Only the incident unit and the output unit of the measuring cell 44 can be made of a light transmitting material, or the measuring cell 44 on the whole can be made of the light transmitting material. Further, at least two optical mirrors can be provided in the measuring cell 44, so that laser beams entering from the incident unit is multiply-reflected by the optical mirrors and output from the output unit. By multiply-reflecting laser beams, laser beams can pass through more regions in the measuring cell 44. Accordingly, an influence of concentration distribution on flue gas flowing in the measuring cell 44 can be decreased, thereby enabling accurate detection of concentrations.

The control unit 30 controls the injection timing and the injection amount of fuel to be injected from the fuel injecting unit 22 according to PID control based on a detection result obtained by the concentration measuring unit 28. Specifically, when the concentration of nitrogen monoxide becomes higher than a reference value, the control unit 30 determines that more than a certain amount of NOx is stored in the NOx storage catalytic unit 26 and the NOx storage catalytic unit 26 cannot store NOx any more, and causes the fuel injecting unit 22 to inject fuel. Further, the control unit 30 controls the injection amount based on a change rate of the concentration of nitrogen monoxide and a previous operating condition. The configuration of the vehicle 10 is as described above.

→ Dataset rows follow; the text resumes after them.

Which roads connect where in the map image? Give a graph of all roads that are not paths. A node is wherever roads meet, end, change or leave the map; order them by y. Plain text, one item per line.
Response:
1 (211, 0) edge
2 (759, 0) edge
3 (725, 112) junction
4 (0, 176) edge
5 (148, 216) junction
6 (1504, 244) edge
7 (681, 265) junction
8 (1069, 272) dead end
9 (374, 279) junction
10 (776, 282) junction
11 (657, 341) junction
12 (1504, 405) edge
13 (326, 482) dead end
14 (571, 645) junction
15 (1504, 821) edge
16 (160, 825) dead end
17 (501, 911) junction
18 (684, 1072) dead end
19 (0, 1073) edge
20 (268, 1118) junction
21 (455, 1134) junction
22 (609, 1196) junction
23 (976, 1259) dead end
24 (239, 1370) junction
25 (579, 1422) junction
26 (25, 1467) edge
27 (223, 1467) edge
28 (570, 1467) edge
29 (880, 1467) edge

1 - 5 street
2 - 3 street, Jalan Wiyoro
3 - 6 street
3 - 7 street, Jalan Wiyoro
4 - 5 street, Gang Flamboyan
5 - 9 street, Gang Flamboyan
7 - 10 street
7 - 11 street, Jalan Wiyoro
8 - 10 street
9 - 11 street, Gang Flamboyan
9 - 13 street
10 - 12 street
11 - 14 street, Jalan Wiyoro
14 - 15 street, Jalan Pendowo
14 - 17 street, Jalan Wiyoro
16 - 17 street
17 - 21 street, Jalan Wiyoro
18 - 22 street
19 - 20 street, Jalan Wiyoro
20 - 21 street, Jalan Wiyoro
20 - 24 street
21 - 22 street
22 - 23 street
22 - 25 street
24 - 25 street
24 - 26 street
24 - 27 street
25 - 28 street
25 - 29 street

When the diesel engine 12 is driven, the vehicle 10 discharges flue gas containing nitrogen oxides. The flue gas discharged from the diesel engine 12 passes through the exhaust pipe 14 and reaches the oxidation catalyst 18. In the flue gas having reached the oxidation catalyst 18, nitrogen monoxide contained in flue gas is oxidized by the oxidation catalyst 18 to become nitrogen dioxide. The flue gas oxidized by the oxidation catalyst 18 further passes through the exhaust pipe 14 and reaches the NOx storage catalytic unit 26. In the flue gas having reached the NOx storage catalytic unit 26, nitrogen oxides contained in the flue gas are stored by the NOx storage catalytic unit 26. The flue gas in which nitrogen oxides contained in the flue gas are decreased and removed by the NOx storage catalytic unit 26 further passes through the exhaust pipe 14, and is discharged outside after the concentration of nitrogen monoxide is measured by the concentration measuring unit 28. The concentration measuring unit 28 transmits a concentration measurement result of nitrogen monoxide in flue gas to the control unit 30.

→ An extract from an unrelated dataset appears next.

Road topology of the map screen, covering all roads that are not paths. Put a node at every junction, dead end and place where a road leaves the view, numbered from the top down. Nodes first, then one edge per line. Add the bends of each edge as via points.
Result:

In this manner, the NOx storage catalytic unit 26 continuously stores nitrogen oxides contained in flue gas passing therethrough. There is a limit to the nitrogen oxide (NOx) storage capacity of the NOx storage catalyst in the NOx storage catalytic unit 26, and when a certain amount of nitrogen oxides (exceeding the limit to the storage capacity) is stored, the NOx storage catalyst cannot store nitrogen oxides any more. Therefore, when the nitrogen oxide storage capacity of the NOx storage catalyst exceeds the limit, the concentration of nitrogen oxides in flue gas, which passes through the NOx storage catalytic unit 26 and is discharged to outside, increases.

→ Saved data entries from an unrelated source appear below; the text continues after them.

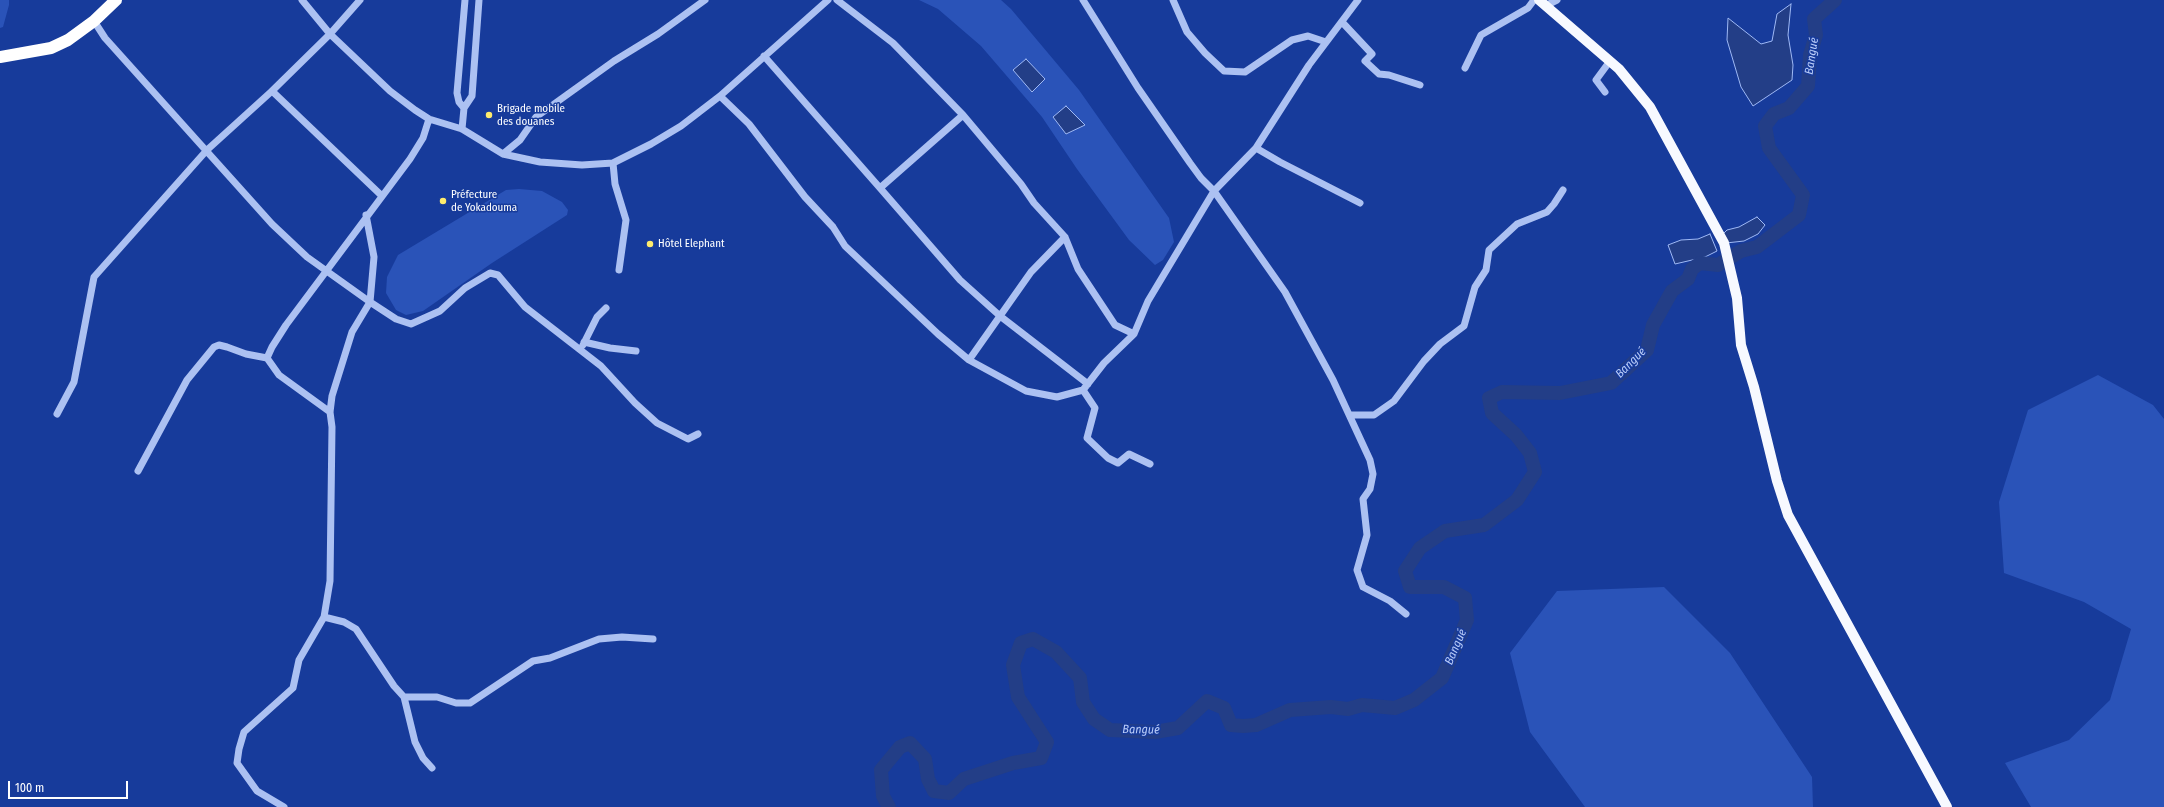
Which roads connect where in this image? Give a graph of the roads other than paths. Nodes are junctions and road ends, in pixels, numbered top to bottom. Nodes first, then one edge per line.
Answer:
1 (116, 0) edge
2 (302, 0) edge
3 (360, 0) edge
4 (465, 0) edge
5 (479, 0) edge
6 (705, 0) edge
7 (828, 0) edge
8 (837, 0) edge
9 (1083, 0) edge
10 (1173, 0) edge
11 (1358, 0) edge
12 (1534, 0) edge
13 (1557, 0) edge
14 (1542, 3) edge
15 (94, 21) junction
16 (1342, 22) junction
17 (330, 34) junction
18 (1326, 42) junction
19 (764, 56) junction
20 (0, 57) edge
21 (1610, 61) junction
22 (1465, 68) dead end
23 (1420, 85) dead end
24 (272, 91) junction
25 (1605, 92) dead end
26 (720, 96) junction
27 (464, 108) junction
28 (963, 115) junction
29 (429, 119) junction
30 (462, 129) junction
31 (1256, 148) junction
32 (207, 150) junction
33 (503, 154) junction
34 (613, 163) junction
35 (880, 188) junction
36 (1563, 190) dead end
37 (1214, 191) junction
38 (382, 196) junction
39 (1360, 203) dead end
40 (366, 215) junction
41 (1065, 237) junction
42 (326, 270) junction
43 (619, 270) dead end
44 (370, 302) junction
45 (606, 308) dead end
46 (1000, 316) junction
47 (1134, 334) junction
48 (583, 345) junction
49 (636, 351) dead end
50 (268, 358) junction
51 (970, 360) junction
52 (1088, 384) junction
53 (1083, 390) junction
54 (330, 412) junction
55 (57, 414) dead end
56 (1350, 415) junction
57 (698, 434) dead end
58 (1150, 464) dead end
59 (138, 471) dead end
60 (1406, 614) dead end
61 (324, 617) junction
62 (653, 639) dead end
63 (404, 697) junction
64 (432, 768) dead end
65 (284, 807) edge
66 (1947, 807) edge

1 - 15 highway
2 - 17 street
3 - 17 street
4 - 27 street
5 - 27 street
6 - 33 street
7 - 19 street
8 - 28 street
9 - 37 street
10 - 18 street
11 - 16 street
12 - 22 street
13 - 14 street
14 - 21 main road
15 - 20 highway
15 - 32 street
16 - 18 street
16 - 23 street
17 - 24 street
17 - 29 street
18 - 31 street
19 - 26 street
19 - 35 street
21 - 25 street
21 - 66 main road
24 - 32 street
24 - 38 street
26 - 34 street
26 - 51 street
27 - 30 street
28 - 35 street
28 - 41 street
29 - 30 street
29 - 38 street
30 - 33 street
31 - 37 street
31 - 39 street
32 - 42 street
32 - 55 street
33 - 34 street
34 - 43 street
35 - 46 street
36 - 56 street
37 - 47 street
37 - 56 street
38 - 40 street
40 - 42 street
40 - 44 street
41 - 46 street
41 - 47 street
42 - 44 street
42 - 50 street
44 - 48 street
44 - 54 street
45 - 48 street
46 - 51 street
46 - 52 street
47 - 52 street
48 - 49 street
48 - 57 street
50 - 54 street
50 - 59 street
51 - 53 street
52 - 53 street
53 - 58 street
54 - 61 street
56 - 60 street
61 - 63 street
61 - 65 street
62 - 63 street
63 - 64 street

The control unit 30 determines whether the storage capacity of the NOx storage catalyst in the NOx storage catalytic unit 26 has reached a threshold limit based on the concentration of nitrogen monoxide measured by the concentration measuring unit 28. When determining that the storage capacity has reached the threshold limit, the control unit 30 performs the reduction treatment of the NOx storage catalyst. The control unit 30 can determine whether the storage capacity has reached the threshold limit by determining whether the concentration of nitrogen monoxide exceeds the reference value. The reduction treatment is explained below. The control unit 30 injects fuel from the fuel injecting unit 22 into the exhaust pipe 14. Fuel injected into the exhaust pipe 14 is partially oxidized in the exhaust pipe 14 to produce carbon monoxide, hydrogen, and carbon hydride. Produced carbon monoxide, hydrogen, and carbon hydride react with nitrogen oxides (NO, NO₂) stored in the NOx storage catalyst. Carbon monoxide (CO) becomes carbon dioxide (CO₂), hydrogen (H₂) becomes water (H₂O), carbon hydride becomes water (H₂O) and carbon dioxide (CO₂), and nitrogen oxides become nitrogen (N₂), thereby removing nitrogen oxides from the NOx storage catalyst.

In this manner, the vehicle 10 and the flue gas purifying device 16 perform the reduction treatment of the NOx storage catalyst at the timing determined based on the concentration of nitrogen monoxide measured by the concentration measuring unit 28, for example, when the concentration of nitrogen monoxide becomes higher than the reference value, thereby enabling to remove nitrogen oxides stored by the NOx storage catalyst, so that the NOx storage catalytic unit 26 can store nitrogen oxides in flue gas again. The vehicle 10 and the flue gas purifying device 16 can optimally store nitrogen oxides contained in flue gas in the NOx storage catalyst by regularly performing the reduction treatment in this manner. That is, it can be prevented that the NOx storage catalyst cannot store nitrogen oxides contained in flue gas any more.

In the present embodiment, the timing of performing the reduction treatment is determined based on the concentration of nitrogen monoxide measured by the concentration measuring unit 28, thereby enabling to perform the reduction treatment of the NOx storage catalyst at an appropriate timing, even if the operating condition is complicated, the capacity of the NOx storage catalyst deteriorates, or the temperature rapidly changes.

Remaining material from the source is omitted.